I am having the exact same issue however only when training via SageMaker Hyperparameter tuning jobs. Please see details below. @Schmidtbit the code below works for regular SageMaker training jobs, possibly check to see if there are any differences.

I tried positing this in AWS forums however I am not verified:


Hi there,

I have spent hours trying all kinds of combinations but I am really stumped by this.. when I train via a standard Training job, the model trains and completes every time. When I train via Hyperparameter tuning job with the exact same data and the same settings* it fails every single time with the below error.

*have to specify 2 ranges to get the Hyperparameter job to create

ClientError: Given label size mismatched with prediction size. Please ensure the first column is label and the correct metric is applied.

I don't know what else there is that I can modify to get the hyperparameter training to work.

Please see below for images and code: Hyperparameters for successful training via normal training job: https://ibb.co/FBZxZC3 Hyperparameters for failed training via Hyperparameter tuning job: https://ibb.co/rkKdFrT Result: https://ibb.co/wJ1DBVW Detailed CW error logs: https://gist.github.com/tullydwyer/c61c70973f603d24828f9204c24b04bb Code to start normal training job: https://gist.github.com/tullydwyer/fdf14a124dfdbac30c6ce16f8e39e96a Code to start hyperparameter tuning job: https://gist.github.com/tullydwyer/0f19059bbb4d0097fcd5769fa6c755c9

Thanks for any advice here. I am really stumped and want to use Hyperparameter tuning but I cannot get it to work with the same settings and data that work for a normal training job.

Thanks, Tully

tullydwyer commented 5 years ago

@Schmidtbit I think your "eval_metric": "auc" does not work with "objective": "multi:softmax". I left it out for normal training jobs because it is optional and is set based on the objective value. I think it defaults to error for classification. See: https://docs.aws.amazon.com/sagemaker/latest/dg/xgboost_hyperparameters.html https://github.com/dmlc/xgboost/blob/master/doc/parameter.rst

edit: You need merror instead of auc for "multi:softmax"

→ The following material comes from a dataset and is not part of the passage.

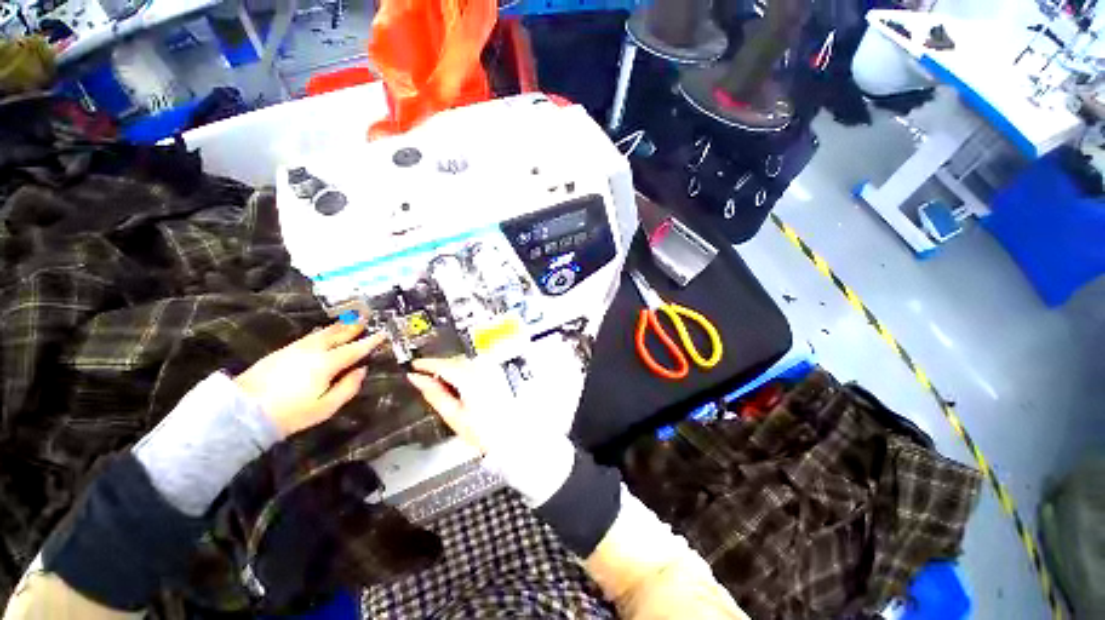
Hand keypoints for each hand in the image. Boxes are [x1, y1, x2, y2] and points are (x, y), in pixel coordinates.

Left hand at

tullydwyer commented 5 years ago

Okay I figured out the issue I was having.

eval_metric is optional and defaults based on objective value. The default value works for normal training jobs however the default does not work for Hyperparameter tuning jobs for some reason. You need to specifically define it with the eval_metric="merror" and the following HyperparameterTuner input

tuner = HyperparameterTuner(
    objective_metric_name='validation:merror'
)
larsritland commented 5 years ago

@tullydwyer Thanks a lot! What value should the 'Type' parameter of the HyperparameterTuner have?

tullydwyer commented 5 years ago

@larsritland I don't see a 'Type' parameter exactly, but there is 'objective_type' and 'early_stopping_type'. 'objective_type' should be 'Minimise' as per https://docs.aws.amazon.com/sagemaker/latest/dg/xgboost-tuning.html. 'early_stopping_type' I would use 'Auto' (never tested this). Auto should lower the Hyperparameter tuning time. See https://sagemaker.readthedocs.io/en/latest/tuner.html

larsritland commented 5 years ago

@tullydwyer Thanks a lot again. My create_hyper_parameter_tuning_job() call failed complaining that Type was not set in HyperparameterTuner in HyperParameterTuningJobConfig. I set it to Minimize. I may test the early_stopping_type also.

Schmidtbit commented 5 years ago

@tullydwyer that was exactly my issue! I resolved it by changing the eval_metric. Thanks!